Apesar de o requerimento da bancada social-democrata, que deu entrada na semana passada e ainda terá de ser votado ma próxima quarta-feira pelos outros partidos, não afirmar expressamente que a SG-MAI faltou à verdade, é isso que está implícito na descrição de factos feita no pedido "urgente de audição".

O TdC chumbou o pedido de visto para este pagamento , feito em 2018, porque no seu entender não estava fundamentado e continha "vícios procedimentais invalidantes do contrato celebrado" - logo à partida pela "violação da lei do Tribunal de Contas que impede que atos e contratos sujeitos à fiscalização prévia com um valor superior a 950 mil euros produzam efeitos financeiros antes do visto ou declaração de conformidade", é lembrado no requerimento.

No entanto, no recurso dirigido ao TdC (e que foi também chumbado), a SG-MAI surpreendentemente afirma que foram os privados a decidir o investimento.
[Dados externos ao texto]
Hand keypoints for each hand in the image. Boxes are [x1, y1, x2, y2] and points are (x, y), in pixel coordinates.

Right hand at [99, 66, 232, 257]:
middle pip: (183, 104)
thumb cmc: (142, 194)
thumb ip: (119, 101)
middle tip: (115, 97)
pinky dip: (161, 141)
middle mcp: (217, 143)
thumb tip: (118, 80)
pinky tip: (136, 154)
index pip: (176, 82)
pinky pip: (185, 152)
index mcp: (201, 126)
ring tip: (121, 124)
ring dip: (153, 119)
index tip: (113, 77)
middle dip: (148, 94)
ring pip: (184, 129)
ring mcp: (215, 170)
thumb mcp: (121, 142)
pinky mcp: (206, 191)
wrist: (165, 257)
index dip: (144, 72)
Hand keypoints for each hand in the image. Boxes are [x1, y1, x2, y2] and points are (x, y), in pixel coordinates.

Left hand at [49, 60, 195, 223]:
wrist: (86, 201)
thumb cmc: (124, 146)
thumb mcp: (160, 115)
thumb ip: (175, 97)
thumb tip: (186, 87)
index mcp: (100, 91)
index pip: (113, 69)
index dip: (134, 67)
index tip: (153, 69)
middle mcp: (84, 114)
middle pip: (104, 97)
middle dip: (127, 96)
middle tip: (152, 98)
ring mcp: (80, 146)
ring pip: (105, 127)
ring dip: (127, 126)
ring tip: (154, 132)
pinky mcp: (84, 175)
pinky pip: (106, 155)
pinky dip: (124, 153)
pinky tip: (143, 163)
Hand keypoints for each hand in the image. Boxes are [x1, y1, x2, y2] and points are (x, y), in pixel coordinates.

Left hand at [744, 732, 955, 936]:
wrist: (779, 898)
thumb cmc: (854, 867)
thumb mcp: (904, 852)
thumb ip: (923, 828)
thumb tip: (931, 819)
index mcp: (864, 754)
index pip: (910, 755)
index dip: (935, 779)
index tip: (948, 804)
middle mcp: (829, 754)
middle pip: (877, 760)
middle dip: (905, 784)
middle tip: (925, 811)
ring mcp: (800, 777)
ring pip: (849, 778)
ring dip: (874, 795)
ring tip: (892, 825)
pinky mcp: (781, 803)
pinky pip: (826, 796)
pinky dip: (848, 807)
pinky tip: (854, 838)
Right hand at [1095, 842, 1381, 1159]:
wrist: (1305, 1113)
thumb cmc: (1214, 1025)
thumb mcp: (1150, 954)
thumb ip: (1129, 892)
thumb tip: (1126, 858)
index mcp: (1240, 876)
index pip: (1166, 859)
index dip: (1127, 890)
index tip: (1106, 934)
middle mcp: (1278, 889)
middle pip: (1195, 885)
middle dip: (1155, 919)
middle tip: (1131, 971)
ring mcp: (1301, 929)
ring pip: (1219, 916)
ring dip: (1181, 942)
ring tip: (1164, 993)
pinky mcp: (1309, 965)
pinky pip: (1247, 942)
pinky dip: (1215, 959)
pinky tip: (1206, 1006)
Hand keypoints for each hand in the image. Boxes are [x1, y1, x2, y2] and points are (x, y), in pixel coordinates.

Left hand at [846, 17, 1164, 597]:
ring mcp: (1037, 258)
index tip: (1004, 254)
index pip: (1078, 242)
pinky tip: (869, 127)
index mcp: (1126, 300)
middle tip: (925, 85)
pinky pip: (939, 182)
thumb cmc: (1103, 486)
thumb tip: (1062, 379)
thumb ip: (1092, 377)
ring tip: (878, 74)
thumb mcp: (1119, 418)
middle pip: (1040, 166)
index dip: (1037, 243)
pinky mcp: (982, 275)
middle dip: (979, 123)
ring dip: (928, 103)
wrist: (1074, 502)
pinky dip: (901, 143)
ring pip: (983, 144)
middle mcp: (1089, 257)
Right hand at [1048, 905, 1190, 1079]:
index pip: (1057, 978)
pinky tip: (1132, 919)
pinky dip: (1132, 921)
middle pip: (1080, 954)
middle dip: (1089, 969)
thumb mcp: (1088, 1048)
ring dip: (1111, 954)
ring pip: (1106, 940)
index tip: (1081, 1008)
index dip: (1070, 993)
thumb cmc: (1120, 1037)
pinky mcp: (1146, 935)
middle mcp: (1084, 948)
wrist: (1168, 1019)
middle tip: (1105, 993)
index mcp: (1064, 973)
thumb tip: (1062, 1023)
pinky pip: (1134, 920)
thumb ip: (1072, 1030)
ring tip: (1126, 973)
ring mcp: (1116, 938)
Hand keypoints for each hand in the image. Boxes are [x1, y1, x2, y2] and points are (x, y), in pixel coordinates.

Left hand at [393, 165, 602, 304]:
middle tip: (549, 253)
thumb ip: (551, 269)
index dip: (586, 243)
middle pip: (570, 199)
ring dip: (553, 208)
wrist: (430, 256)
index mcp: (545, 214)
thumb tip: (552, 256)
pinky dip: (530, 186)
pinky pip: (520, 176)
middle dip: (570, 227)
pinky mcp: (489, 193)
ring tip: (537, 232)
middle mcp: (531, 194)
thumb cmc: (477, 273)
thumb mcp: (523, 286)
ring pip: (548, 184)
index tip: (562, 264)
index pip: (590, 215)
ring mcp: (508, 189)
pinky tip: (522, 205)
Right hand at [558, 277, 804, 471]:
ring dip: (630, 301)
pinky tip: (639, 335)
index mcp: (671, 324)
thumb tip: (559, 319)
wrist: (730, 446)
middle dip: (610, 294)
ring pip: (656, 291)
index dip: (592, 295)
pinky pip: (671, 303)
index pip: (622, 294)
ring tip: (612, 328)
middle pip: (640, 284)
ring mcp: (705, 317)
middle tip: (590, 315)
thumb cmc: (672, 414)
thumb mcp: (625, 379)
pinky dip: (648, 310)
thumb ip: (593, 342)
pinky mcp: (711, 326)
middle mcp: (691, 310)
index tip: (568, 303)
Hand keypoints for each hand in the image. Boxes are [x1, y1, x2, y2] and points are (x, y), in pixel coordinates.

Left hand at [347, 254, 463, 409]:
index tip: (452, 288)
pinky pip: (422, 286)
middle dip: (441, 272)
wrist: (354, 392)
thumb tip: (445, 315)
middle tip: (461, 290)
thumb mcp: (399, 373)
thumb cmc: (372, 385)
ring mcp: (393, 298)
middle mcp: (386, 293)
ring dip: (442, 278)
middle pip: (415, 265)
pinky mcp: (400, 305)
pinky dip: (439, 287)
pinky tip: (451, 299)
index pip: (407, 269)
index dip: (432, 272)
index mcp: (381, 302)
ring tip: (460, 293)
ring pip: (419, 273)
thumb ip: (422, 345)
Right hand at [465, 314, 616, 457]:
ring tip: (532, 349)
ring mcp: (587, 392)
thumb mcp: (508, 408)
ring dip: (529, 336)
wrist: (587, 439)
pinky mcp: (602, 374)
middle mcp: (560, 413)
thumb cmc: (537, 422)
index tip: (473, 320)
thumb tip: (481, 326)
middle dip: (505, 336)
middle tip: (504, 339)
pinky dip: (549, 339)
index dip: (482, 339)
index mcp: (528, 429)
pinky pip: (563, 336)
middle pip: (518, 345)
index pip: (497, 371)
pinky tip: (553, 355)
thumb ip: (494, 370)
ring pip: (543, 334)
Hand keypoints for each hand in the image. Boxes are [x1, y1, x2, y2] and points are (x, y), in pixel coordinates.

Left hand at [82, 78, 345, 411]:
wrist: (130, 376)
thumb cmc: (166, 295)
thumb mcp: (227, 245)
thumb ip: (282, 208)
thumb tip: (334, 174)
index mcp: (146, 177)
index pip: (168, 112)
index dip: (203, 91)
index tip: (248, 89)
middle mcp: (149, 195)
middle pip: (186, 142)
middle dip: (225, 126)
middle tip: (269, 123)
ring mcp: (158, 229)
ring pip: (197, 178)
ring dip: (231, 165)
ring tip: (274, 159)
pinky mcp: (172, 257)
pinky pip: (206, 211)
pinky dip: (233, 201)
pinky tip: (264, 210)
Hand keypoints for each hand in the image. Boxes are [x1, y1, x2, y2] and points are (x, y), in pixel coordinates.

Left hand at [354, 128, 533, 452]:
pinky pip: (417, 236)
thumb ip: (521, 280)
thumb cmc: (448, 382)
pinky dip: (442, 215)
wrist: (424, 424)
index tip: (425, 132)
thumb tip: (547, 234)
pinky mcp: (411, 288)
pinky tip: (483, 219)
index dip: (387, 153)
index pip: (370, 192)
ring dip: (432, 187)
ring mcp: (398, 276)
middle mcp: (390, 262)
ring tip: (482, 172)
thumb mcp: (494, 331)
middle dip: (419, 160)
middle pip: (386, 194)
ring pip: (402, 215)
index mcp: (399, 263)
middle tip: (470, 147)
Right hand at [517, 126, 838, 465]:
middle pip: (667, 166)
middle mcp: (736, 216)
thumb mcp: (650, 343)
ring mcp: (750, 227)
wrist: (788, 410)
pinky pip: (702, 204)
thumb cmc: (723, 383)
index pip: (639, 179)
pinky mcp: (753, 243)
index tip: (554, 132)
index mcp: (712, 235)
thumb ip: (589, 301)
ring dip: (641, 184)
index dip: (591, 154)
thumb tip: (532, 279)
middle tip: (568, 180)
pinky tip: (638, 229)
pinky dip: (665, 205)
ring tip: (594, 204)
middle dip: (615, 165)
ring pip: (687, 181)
"O parceiro privado, face à necessidade reconhecida quanto a dotar o sistema SIRESP de soluções de redundância, iniciou a implementação das soluções por iniciativa unilateral. Os atos praticados por iniciativa e risco do parceiro privado, em momento anterior à pronúncia do Tribunal de Contas em sede de fiscalização prévia, não poderão dar lugar a qualquer tipo de compensação financeira por parte do Estado sem a obtenção do referido visto", alegou este organismo tutelado por Eduardo Cabrita.

Esta declaração é claramente contraditória quer com afirmações públicas do CEO da Altice Alexandre Fonseca, quer documentos oficiais da própria SIRESP, S.A..

"Na sequência dos incêndios de 2017 o Estado solicitou à SIRESP, S.A. diversos estudos e propostas para implementação de soluções que melhorassem a resiliência da Rede SIRESP. Os diversos estudos apresentados culminaram com os documentos "Redundância de transmissão da Rede SIRESP" e "Reforço da autonomia de energia elétrica da Rede SIRESP", ambos de 26 de março de 2018, que conduziram ao Aditamento ao Contrato SIRESP, o qual foi assinado em 30 de abril de 2018", é referido no Relatório e Contas de 2019 da empresa.

Por seu lado, disse Alexandre Fonseca na altura em que veio a público o segundo chumbo do TdC que a Altice "sempre considerou que a rede SIRESP se reveste de grande relevância para o país" e "vinha defendendo a necessidade de investimentos adicionais em soluções de redundância, que planeou, desenhou e implementou, nomeadamente através da Rede de Transmissão via Satélite e de Redundância de Energias após solicitação da SIRESP S.A. em consequência de pedido direto do Ministério da Administração Interna".

Quem disse a verdade, quem mentiu? O DN pediu esclarecimentos ao Gabinete do ministro da Administração Interna e à Altice, mas não obteve ainda resposta.

Na verdade, o TdC concluiu no seu acórdão "subsistirem sérias dúvidas se as medidas de redundância, sejam elas quais forem, necessárias ao pleno e permanente funcionamento, sem interrupções, do sistema de comunicações SIRESP, não constituíam uma obrigação da Operadora SIRESP, por força do Contrato inicial, celebrado em 4.07.2006, no montante de cerca de 463 milhões de euros ".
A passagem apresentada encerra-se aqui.